• Required work
Look through the records below and collect all lines that hold the string "small".

• Records supplied
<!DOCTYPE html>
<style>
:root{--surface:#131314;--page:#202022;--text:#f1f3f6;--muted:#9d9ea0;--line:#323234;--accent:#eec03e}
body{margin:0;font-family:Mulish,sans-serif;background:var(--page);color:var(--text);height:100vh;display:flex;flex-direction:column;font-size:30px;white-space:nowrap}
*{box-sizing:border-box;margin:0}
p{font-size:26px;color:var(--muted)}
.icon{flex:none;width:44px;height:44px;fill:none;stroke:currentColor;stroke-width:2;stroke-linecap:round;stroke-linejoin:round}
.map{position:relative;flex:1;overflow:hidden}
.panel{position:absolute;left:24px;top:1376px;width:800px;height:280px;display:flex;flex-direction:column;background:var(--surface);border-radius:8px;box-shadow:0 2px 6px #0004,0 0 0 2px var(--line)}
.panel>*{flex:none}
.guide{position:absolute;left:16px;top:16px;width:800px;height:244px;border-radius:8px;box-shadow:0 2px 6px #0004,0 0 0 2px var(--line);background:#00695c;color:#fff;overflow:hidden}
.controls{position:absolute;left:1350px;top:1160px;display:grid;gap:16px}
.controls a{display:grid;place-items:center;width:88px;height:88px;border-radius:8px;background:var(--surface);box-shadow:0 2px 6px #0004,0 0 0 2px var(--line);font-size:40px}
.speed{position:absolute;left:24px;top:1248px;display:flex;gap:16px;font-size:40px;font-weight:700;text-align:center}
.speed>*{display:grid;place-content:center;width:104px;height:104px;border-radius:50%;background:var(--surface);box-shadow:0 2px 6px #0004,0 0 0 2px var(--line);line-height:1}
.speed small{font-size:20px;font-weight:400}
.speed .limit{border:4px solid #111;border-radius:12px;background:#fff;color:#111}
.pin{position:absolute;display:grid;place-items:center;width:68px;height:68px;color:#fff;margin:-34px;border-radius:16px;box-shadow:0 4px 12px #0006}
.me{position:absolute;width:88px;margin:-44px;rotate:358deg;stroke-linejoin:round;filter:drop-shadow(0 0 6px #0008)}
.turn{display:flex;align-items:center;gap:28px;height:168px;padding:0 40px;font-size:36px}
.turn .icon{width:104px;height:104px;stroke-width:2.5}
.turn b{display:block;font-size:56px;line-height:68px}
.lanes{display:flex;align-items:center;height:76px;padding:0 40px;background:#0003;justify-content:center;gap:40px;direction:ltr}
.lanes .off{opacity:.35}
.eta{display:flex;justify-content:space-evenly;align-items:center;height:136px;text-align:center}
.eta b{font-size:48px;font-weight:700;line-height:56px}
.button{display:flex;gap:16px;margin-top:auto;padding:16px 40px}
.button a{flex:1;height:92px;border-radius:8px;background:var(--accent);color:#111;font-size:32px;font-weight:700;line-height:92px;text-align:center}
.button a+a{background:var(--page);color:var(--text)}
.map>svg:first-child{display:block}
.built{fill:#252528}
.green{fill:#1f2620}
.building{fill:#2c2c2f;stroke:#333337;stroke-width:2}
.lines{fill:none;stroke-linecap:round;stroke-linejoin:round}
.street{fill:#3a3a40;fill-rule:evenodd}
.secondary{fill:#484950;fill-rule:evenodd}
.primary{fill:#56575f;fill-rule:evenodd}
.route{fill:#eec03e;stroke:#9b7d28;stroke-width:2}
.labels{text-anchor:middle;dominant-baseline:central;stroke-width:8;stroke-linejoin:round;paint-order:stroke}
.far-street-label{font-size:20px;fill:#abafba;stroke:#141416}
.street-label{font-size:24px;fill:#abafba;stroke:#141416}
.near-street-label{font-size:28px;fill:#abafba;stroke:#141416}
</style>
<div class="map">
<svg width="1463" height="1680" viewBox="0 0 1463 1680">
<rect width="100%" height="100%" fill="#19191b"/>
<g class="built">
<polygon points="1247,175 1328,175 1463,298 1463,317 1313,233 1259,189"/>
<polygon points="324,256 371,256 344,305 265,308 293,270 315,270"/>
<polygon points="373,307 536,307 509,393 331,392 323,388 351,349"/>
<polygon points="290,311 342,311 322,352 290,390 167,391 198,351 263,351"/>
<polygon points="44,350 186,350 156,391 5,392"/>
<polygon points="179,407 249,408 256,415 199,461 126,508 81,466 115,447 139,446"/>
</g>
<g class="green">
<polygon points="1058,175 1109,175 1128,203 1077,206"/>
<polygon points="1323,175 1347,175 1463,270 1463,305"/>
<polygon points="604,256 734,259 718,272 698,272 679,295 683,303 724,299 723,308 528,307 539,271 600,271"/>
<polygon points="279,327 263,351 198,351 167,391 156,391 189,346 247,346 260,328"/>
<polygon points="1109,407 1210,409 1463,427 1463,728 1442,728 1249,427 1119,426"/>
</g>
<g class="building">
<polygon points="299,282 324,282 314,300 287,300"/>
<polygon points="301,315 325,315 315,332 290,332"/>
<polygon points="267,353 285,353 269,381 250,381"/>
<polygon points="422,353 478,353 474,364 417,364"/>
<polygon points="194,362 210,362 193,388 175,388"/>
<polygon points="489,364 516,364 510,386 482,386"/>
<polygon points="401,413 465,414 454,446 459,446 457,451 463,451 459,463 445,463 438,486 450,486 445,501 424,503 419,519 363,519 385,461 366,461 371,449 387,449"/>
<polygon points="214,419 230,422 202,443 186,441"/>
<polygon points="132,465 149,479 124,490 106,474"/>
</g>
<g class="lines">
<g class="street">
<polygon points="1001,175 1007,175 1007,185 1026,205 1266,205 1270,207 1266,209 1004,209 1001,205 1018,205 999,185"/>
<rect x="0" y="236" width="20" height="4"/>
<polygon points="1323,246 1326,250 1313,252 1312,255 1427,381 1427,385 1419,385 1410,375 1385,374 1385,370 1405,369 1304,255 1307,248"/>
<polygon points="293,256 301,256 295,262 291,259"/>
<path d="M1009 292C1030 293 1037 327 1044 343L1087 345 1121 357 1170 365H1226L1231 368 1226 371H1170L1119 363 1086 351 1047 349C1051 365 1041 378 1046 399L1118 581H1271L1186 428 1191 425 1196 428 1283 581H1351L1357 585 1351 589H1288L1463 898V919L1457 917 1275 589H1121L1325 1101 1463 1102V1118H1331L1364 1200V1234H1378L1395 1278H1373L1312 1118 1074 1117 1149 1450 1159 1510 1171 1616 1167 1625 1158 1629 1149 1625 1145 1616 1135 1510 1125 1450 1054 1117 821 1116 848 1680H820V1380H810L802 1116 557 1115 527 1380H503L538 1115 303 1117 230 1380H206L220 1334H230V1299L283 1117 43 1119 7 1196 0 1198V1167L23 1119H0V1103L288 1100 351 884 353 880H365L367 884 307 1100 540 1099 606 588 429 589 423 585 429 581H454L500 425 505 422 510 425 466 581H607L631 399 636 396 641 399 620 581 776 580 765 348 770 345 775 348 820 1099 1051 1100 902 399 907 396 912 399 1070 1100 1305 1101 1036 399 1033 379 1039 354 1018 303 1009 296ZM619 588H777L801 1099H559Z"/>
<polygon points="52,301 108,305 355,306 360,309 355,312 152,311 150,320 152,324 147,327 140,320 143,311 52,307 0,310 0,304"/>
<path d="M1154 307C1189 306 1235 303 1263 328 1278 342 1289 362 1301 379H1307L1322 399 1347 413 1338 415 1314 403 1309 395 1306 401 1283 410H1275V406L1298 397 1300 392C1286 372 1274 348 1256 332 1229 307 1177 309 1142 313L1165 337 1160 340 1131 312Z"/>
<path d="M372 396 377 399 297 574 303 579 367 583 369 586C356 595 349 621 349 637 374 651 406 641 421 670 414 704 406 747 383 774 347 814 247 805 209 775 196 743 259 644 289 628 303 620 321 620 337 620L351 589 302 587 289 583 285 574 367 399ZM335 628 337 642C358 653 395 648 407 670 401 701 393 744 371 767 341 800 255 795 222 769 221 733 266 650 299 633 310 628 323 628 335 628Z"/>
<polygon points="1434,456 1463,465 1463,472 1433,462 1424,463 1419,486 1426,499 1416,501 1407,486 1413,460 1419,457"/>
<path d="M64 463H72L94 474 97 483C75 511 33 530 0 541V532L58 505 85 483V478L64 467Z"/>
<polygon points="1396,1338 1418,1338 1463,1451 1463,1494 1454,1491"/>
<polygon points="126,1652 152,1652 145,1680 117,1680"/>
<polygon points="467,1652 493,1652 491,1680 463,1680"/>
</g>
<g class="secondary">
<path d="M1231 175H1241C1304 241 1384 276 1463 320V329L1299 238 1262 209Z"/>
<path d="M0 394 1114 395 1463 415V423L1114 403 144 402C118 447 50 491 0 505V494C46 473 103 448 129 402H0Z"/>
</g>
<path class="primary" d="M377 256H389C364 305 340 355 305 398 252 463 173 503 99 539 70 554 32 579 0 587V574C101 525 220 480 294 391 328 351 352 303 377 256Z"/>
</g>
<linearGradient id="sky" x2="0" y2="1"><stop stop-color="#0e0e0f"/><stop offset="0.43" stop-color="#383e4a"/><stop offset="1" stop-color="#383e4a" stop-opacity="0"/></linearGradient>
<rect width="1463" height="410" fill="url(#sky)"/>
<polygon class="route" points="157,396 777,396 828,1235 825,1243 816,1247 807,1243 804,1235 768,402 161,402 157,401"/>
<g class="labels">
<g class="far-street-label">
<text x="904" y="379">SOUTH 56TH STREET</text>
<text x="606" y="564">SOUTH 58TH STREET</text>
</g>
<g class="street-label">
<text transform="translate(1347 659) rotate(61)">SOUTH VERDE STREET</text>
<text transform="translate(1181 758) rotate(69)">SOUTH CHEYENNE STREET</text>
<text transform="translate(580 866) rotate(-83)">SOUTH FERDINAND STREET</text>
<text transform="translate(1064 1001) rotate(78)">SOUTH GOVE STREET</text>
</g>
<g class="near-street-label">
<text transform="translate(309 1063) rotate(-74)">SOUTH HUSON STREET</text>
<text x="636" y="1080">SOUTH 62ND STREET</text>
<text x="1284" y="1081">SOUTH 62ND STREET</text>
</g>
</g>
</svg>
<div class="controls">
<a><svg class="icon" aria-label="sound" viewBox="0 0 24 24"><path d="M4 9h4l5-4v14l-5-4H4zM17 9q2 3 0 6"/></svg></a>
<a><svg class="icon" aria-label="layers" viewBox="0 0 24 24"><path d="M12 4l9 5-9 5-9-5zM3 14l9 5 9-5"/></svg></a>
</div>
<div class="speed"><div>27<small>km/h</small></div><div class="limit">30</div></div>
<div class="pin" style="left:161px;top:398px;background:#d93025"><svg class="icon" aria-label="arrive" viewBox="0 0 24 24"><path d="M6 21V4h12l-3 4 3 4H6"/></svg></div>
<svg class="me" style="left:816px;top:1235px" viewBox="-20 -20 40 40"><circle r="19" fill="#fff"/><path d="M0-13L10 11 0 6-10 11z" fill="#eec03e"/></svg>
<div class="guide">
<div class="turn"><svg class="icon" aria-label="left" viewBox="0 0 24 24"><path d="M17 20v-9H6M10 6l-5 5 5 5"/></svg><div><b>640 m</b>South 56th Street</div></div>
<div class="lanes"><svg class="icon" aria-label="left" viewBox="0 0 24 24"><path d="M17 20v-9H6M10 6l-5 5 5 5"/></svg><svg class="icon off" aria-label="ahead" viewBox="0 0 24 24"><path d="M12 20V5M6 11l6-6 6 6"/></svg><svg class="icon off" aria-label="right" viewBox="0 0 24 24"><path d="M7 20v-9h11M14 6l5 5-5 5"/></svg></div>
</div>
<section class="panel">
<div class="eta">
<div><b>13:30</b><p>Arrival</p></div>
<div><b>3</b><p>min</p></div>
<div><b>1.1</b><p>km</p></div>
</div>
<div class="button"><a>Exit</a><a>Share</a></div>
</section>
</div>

• Written answer
.speed small{font-size:20px;font-weight:400}
<div class="speed"><div>27<small>km/h</small></div><div class="limit">30</div></div>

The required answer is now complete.